Although studies by Pliszka, et al. found that anxiety suppressed impulsivity, this result was not found in studies performed with a different methodology [30-34].

In ADHD patients, comorbid anxiety disorder has been found to increase impulsivity, which in turn causes decreased response to treatment [31].

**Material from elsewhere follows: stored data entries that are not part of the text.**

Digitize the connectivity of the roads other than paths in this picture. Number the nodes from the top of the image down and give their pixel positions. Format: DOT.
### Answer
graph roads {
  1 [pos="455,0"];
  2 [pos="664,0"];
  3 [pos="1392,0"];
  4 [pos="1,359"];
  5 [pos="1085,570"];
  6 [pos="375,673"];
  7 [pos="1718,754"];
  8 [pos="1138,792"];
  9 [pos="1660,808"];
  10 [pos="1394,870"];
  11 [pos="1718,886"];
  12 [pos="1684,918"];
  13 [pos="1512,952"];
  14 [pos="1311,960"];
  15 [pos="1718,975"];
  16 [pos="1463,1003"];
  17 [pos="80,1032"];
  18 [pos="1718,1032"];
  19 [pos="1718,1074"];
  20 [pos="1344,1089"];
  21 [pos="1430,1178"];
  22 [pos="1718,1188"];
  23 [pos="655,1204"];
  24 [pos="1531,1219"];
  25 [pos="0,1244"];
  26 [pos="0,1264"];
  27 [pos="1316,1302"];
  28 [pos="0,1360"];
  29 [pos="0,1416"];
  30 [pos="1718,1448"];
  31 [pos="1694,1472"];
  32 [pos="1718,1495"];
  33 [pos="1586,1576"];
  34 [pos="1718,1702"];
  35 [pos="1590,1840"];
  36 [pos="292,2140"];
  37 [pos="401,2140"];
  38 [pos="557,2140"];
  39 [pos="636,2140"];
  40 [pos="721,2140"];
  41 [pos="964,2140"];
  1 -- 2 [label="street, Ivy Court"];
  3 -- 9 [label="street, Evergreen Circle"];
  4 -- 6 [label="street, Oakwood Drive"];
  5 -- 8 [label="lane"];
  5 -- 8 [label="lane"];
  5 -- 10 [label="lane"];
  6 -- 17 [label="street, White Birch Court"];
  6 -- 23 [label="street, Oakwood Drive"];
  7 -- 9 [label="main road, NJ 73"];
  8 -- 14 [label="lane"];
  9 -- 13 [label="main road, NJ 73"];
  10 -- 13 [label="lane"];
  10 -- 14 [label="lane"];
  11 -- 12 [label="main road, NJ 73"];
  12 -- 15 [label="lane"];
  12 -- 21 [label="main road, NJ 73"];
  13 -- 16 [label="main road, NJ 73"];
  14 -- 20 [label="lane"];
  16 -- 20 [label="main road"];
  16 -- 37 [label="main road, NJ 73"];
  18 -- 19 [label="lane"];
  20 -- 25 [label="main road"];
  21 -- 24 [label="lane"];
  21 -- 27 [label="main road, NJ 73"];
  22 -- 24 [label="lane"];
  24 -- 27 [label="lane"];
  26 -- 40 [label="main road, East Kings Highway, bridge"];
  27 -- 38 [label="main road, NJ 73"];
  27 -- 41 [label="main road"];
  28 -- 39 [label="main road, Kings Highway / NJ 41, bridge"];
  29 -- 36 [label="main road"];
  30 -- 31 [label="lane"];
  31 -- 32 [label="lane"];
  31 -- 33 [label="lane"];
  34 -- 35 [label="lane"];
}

This study showed that impulsive behavior increases with increased AS. This condition is an important factor influencing treatment response and functionality because of adherence to therapy. Therefore, we think that it is important to investigate comorbid anxiety disorders in ADHD patients, as well as AS and its impact on impulsive behavior.

Limitations

Limitation of this study includes its crosssectional nature and the small number of patients. The use of structured diagnosis procedures, statistical power, and the use of valid and reliable scales are among the strengths of our study. Although AS is an issue open to research, and although anxiety disorder is common in patients with ADHD, AS has not in actuality been investigated, which has led us to plan this study. Our aim was to study the relation between hyperactivity and impulsivity that is commonly seen in ADHD patients and anxiety sensitivity.

Conclusion

Our study revealed that ADHD patients have higher AS rates than healthy controls, and that increased AS leads to increased impulsivity. AS, with or without the diagnosis of an anxiety disorder, needs to be better known and studied in both the literature and in clinical practice. Therefore, studies with larger samples are needed to determine the relationship between AS and impulsivity, and to address its relationship with quality of life and functionality so as to improve our knowledge of this topic.

Funding

None of the funders played any role in data collection, designing the study, analyzing or interpreting the results, or reporting the findings.

Conflict of interest

The authors declared no conflict of interest.